August 4, 2014 marks 100 years from the start of World War 1.
by Pamela M. White, Clayton, ON
Twice in the past two years I have been to the WW1 gravesites in France and Belgium. On my first visit, nothing I had experienced previously, not even Dieppe with its imposing cliffs, narrow stony beach and graveyard filled with over 800 young Canadian men all of whom died within 24 to 48 hours of one another, prepared me for the silence of the Somme and the seemingly endless list of names inscribed on the Vimy Monument and in Ypres on the Menin Gate Memorial.
After my 2013 trip, I returned to Canada feeling profoundly unsettled by what I had experienced. The physical imprint of the Commonwealth and German graveyards and memorials on the landscape of the Western Front is so overwhelming that one loses sight of who were the people buried and memorialised there. I found myself at a loss to put a face or a life story to the names I saw inscribed on the row upon row of gravestones and listed at Vimy and the Menin Gate. Yet, all these men and a few women were sons and daughters, brothers, uncles, husbands and fathers. But I could not see nor grasp this web of memory from my vantage point as an incidental visitor.
On reflection, three events helped me decide my course of action should I ever return. The first occurred the day we visited the National Vimy Memorial and Vimy Monument which commemorates over 11,000 Canadian servicemen who have no known gravesite.
My husband, daughter and I were invited to join a student group tour of the Vimy trenches. The energy of these Calgary senior high-school students stimulated the university-aged guides and filled the Vimy Memorial trenches and tunnels with the sounds of youth. It struck me that these young Canadians were close in age to the Canadian soldiers who had built, lived and died there nearly 100 years ago.
http://www.veterans.gc.ca/eng/remembrance/memorials/overseas/first-world-war/france/vimy
We caught up with the Calgary students once again when we reached the Vimy Monument, located about 10 minutes walking distance from the main reception centre and site of the reconstructed front-line trenches. Clustered around one side of the Vimy Monument, the teacher had gathered her students together for a commemorative service. She played the bagpipes. One student told the story of the soldier whose name was inscribed on the wall and another student laid a wreath. The identity of this serviceman listed on the Vimy Monument passed into the living memory of these students. He became once more a person who had relations, a family and a home.

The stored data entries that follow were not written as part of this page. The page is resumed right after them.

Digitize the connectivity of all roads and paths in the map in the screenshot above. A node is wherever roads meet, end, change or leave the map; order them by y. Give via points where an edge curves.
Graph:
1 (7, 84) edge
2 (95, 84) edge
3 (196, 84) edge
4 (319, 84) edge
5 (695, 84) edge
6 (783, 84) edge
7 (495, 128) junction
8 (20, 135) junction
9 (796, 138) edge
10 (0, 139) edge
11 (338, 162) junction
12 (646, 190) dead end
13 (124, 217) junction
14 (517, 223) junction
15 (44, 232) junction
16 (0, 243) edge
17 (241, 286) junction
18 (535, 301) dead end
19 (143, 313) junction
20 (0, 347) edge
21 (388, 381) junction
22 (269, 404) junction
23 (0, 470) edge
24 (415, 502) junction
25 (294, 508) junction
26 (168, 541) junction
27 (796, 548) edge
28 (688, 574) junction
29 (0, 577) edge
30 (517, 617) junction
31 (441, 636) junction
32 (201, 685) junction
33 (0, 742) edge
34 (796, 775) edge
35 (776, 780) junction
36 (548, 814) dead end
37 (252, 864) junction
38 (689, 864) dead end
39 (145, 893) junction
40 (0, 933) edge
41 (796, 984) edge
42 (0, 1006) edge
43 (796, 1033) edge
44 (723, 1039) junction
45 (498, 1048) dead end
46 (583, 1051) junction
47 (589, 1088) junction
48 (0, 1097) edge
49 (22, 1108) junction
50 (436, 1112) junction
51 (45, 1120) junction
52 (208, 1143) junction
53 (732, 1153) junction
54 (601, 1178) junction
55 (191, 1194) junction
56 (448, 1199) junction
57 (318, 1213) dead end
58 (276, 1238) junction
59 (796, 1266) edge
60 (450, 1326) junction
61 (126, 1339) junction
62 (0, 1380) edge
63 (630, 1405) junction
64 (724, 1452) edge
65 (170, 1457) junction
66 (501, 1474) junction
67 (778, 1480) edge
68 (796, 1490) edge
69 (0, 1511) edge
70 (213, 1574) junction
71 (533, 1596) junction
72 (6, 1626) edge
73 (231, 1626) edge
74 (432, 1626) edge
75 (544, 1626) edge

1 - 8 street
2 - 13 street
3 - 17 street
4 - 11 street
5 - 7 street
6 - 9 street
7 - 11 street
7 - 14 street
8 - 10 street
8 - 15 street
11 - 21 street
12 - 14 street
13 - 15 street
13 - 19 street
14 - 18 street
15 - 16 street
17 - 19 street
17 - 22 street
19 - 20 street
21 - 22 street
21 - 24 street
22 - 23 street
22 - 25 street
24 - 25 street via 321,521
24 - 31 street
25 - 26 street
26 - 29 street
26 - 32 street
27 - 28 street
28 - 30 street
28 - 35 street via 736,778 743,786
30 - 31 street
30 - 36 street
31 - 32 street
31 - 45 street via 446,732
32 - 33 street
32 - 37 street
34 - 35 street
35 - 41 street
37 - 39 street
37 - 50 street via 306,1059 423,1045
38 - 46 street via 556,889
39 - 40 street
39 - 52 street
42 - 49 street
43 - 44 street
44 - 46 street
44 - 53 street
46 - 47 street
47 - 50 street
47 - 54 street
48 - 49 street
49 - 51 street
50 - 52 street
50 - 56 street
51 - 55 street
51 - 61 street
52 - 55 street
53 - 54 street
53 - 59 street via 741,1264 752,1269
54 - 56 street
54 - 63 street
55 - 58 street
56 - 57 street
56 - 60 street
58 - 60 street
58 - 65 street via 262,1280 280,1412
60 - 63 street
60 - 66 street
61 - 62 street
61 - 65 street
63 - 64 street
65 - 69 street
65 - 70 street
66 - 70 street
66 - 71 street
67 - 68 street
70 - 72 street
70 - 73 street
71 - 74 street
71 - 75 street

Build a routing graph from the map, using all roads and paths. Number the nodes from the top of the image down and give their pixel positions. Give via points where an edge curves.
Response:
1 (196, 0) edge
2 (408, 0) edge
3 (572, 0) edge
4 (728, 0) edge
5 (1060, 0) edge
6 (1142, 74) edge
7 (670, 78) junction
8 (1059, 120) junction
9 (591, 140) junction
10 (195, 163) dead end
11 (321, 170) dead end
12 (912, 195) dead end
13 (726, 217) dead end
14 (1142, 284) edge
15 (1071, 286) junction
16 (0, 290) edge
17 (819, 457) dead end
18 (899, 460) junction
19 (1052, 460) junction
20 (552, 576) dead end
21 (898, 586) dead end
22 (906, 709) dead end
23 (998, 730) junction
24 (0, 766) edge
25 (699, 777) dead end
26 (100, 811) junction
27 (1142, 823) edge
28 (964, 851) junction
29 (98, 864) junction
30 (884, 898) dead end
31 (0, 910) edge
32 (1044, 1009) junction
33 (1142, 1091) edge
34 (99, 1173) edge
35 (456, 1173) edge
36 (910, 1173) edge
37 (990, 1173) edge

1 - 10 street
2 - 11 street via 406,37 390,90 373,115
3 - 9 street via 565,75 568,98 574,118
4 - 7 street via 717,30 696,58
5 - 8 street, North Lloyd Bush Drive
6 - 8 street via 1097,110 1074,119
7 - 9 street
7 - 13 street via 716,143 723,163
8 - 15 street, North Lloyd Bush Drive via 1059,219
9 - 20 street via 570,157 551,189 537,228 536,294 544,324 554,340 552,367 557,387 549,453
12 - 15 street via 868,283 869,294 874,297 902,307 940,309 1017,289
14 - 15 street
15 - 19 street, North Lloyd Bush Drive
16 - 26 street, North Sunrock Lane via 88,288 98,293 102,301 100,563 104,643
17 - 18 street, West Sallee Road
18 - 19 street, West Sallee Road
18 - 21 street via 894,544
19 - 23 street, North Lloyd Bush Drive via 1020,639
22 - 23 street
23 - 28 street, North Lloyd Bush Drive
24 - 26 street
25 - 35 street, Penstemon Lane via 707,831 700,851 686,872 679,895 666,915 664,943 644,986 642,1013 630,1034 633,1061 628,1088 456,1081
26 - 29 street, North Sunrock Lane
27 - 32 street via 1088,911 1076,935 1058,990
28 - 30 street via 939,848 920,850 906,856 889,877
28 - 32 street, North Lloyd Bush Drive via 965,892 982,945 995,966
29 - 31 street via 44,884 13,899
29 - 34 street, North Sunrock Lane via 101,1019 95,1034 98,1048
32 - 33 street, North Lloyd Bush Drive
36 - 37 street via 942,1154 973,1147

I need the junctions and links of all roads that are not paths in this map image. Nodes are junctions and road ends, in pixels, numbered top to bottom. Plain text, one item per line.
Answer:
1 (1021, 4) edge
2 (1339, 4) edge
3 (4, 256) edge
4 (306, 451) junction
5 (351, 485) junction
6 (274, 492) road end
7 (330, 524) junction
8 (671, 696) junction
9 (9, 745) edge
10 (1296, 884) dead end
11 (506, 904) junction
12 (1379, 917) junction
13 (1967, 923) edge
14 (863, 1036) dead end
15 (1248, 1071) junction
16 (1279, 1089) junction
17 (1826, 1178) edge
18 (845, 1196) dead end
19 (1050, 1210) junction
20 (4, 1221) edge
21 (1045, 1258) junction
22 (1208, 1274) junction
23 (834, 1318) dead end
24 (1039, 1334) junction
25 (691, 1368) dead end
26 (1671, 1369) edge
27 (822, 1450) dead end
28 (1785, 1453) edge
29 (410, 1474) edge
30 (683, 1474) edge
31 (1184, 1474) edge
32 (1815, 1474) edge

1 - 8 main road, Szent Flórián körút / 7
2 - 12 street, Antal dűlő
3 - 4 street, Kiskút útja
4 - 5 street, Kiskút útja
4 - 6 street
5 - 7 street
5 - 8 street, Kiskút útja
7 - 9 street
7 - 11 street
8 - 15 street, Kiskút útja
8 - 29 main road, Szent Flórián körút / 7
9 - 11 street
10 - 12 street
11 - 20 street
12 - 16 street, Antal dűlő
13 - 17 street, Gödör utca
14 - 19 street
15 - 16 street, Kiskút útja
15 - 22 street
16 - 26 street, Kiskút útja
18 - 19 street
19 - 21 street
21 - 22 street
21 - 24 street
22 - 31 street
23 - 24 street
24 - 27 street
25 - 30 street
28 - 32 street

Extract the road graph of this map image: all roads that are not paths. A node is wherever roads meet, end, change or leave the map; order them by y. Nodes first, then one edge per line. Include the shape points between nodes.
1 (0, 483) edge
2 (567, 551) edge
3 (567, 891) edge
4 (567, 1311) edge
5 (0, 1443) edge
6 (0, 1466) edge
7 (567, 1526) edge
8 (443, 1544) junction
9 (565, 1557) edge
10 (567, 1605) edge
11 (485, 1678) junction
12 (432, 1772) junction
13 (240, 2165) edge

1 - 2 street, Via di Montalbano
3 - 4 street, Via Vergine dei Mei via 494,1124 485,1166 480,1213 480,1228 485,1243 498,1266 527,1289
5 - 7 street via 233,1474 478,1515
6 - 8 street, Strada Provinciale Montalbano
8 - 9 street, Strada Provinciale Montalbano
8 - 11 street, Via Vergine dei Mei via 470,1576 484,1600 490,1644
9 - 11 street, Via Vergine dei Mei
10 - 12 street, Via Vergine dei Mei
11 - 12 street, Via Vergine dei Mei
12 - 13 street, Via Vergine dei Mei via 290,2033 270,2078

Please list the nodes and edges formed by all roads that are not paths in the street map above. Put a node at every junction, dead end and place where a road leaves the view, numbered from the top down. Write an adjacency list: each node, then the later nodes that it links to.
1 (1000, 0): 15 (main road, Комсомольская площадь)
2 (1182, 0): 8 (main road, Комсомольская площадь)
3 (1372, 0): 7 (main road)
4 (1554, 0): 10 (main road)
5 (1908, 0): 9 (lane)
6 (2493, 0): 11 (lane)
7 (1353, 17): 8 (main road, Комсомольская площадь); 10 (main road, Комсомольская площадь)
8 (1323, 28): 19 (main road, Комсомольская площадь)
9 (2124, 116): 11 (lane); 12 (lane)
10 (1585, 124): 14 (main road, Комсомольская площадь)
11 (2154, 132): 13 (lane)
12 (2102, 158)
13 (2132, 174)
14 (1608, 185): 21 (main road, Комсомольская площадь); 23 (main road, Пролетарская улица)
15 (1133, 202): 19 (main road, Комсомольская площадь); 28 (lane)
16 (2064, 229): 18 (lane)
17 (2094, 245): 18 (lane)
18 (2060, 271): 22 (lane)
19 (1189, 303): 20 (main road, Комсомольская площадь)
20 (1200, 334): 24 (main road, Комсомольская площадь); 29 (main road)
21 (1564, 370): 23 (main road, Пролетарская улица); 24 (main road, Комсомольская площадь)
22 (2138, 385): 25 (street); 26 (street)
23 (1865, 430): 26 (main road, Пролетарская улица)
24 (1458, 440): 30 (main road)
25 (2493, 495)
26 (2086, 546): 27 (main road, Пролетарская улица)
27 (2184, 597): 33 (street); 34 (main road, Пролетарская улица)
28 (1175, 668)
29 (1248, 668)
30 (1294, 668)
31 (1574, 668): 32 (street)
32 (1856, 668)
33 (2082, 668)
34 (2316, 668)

My second denouement occurred at the Thiepval Memorial to the Missing of the Somme battlefields. This imposing structure is dedicated to the 72,194 British and South African servicemen who died in the Somme battle sector before 20th March 1918 and have no known grave.
http://www.greatwar.co.uk/somme/memorial-thiepval.htm
A UK school group occupying the computer terminals at the Thiepval Memorial interactive centre reinforced the lesson I had learned at Vimy. Each UK student had been asked to research the battle history and background of a soldier memorialised at Thiepval. I peered over the shoulder of one student and listened to the exchange between the student and the history teacher. The student had chosen the youngest soldier listed on the Thiepval Memorial. Again, a life journey of a young infantry man emerged from the names inscribed into the limestone plaques.
These two experiences contrasted with my experience of the Menin Gate Memorial to the Missing. The Menin Gate Memorial bears the names of 54,389 officers and men from United Kingdom and Commonwealth Forces (except New Zealand and Newfoundland) who fell in the Ypres Salient before 16th August 1917 and who have no known grave.
http://www.greatwar.co.uk/ypres-salient/memorial-menin-gate.htm
Every evening at 8 o’clock (20.00 hours) Last Post is played at the Menin Gate Memorial. This was started in 1927 and it has been played almost every night since except for a period in the Second World War when Ypres was occupied by German Forces. At this ceremony which now attracts several thousand people, students, individuals, community associations and veterans lay wreaths. It is a place of collective daily memory.
Canadian casualties are listed by regiment on the walls of the Menin Gate Memorial. The panels go up the stairs and along three walls. Commemorated are the names of people who once had a relationship with family and friends, and to the farms, towns and cities of Canada. In 2013, when I went to the Menin Gate Memorial nothing linked me to the people recorded there. I knew of no one. I saw only names.
When I returned home, I came to understand that the Canadian and UK students I had met were creating memory by linking place. I decided that the next time I went to the WW1 gravesites, I would try to find on the Vimy Monument, the Menin Gate Memorial and at the Commonwealth gravesites the names of those listed on the Almonte and Clayton memorials. Last summer, I copied these names, and using the information found on the Commonwealth War Graves Commission website
http://www.cwgc.org/ and free app ‘the Fallen’ http://www.thefallen.org/
I located where each person was buried or memorialised.
My husband and I had the opportunity to return to the Vimy Monument and to the Menin Gate in April, 2014. With the help of friends and neighbours I was able to create a living memory of some of the WW1 soldiers listed on our Almonte and Clayton cenotaphs. Over the upcoming weeks, I will share these connections with the Millstone.